With the constant explosion of new data sources and applications, both public and private, the old way doesn’t scale, period. What does scale is Precog’s concept of “just-in-time data sources.” With Precog, a new API data source can be added in as little as one hour — rarely ever longer than one day. These fully intelligent connectors transform the raw object data into fully SQL-ready relational schema on the fly. And it’s adapts to changes, too. It’s an AI-enabled analytic pipeline handled by the Precog engine — it’s not 1000s of lines of custom code for each and every new connector. Under the hood, you’ll find that an entire Precog “intelligent connector” is a 2Kb config file with zero lines of code. The file is simply telling the Precog engine what to do with a new data source to make it analytic ready.

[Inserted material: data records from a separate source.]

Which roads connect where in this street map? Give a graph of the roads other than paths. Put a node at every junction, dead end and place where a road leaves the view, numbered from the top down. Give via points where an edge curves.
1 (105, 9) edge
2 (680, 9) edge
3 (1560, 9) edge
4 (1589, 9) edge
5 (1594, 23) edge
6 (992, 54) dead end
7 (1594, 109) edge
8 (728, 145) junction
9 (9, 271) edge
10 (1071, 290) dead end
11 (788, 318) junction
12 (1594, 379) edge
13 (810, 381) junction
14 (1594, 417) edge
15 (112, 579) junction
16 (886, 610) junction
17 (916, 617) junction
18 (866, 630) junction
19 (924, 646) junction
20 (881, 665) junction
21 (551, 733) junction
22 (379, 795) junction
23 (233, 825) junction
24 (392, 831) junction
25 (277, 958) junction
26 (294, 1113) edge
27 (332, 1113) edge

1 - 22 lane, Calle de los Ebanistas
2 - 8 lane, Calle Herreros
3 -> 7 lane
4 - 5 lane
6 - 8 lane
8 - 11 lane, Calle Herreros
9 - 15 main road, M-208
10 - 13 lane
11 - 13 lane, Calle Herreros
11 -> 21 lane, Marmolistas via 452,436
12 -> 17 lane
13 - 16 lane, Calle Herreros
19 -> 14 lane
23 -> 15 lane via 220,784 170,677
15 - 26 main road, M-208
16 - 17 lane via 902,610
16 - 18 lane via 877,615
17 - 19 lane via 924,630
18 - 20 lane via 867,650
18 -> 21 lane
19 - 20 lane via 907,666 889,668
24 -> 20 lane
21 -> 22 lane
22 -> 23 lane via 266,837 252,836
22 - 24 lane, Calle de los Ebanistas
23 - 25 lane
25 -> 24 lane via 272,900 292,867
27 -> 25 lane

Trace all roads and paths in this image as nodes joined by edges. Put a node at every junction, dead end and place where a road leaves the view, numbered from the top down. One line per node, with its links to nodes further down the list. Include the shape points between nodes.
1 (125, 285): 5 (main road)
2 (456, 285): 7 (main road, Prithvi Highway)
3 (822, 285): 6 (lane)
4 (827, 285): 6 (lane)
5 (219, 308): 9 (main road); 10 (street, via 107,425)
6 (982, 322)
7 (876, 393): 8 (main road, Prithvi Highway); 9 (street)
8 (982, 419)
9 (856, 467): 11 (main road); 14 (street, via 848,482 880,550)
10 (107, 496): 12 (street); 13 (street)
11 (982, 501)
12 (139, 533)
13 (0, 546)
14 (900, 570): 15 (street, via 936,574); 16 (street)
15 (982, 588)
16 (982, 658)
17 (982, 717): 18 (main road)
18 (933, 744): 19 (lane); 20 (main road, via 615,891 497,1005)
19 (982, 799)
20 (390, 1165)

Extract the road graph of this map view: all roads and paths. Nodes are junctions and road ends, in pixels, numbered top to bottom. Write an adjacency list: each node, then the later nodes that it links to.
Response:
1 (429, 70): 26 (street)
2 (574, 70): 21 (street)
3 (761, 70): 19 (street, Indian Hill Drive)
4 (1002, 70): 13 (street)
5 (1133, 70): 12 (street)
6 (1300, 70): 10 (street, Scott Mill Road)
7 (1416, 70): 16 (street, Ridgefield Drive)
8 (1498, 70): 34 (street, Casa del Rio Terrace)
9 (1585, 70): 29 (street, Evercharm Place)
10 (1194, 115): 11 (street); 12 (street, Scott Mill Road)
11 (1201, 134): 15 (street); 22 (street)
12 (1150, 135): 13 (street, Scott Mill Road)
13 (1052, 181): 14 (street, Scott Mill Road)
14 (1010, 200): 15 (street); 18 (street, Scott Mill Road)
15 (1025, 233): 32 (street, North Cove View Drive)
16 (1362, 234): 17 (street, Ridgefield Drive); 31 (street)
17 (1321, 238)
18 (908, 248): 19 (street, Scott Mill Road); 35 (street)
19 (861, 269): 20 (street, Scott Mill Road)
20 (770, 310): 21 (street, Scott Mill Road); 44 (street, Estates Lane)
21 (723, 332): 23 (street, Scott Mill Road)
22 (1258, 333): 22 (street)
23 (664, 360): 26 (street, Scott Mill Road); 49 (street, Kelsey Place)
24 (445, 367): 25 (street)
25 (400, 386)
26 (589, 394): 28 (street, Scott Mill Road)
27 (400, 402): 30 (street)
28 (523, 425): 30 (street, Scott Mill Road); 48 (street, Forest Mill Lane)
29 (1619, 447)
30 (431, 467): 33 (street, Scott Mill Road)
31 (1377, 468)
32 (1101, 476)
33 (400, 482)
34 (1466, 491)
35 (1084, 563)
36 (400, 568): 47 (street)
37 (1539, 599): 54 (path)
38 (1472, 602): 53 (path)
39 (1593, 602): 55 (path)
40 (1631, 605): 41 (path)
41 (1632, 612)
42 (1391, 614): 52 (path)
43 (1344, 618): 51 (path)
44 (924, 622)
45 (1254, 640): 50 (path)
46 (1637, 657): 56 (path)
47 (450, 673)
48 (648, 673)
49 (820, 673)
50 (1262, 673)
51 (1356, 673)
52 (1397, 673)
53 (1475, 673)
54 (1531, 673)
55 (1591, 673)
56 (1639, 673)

Yes, a single connector for all of your data
So in a very real sense, the idea of connectors goes away with Precog. It’s a platform that simply allows you to connect to the sources you need, when you need to, and load this data into your data warehouse or any other analytic infrastructure. And it is a single solution with a highly predictable pricing model. This is what customers want. All their data, predictable pricing, and no need to use multiple vendors to solve the same problem.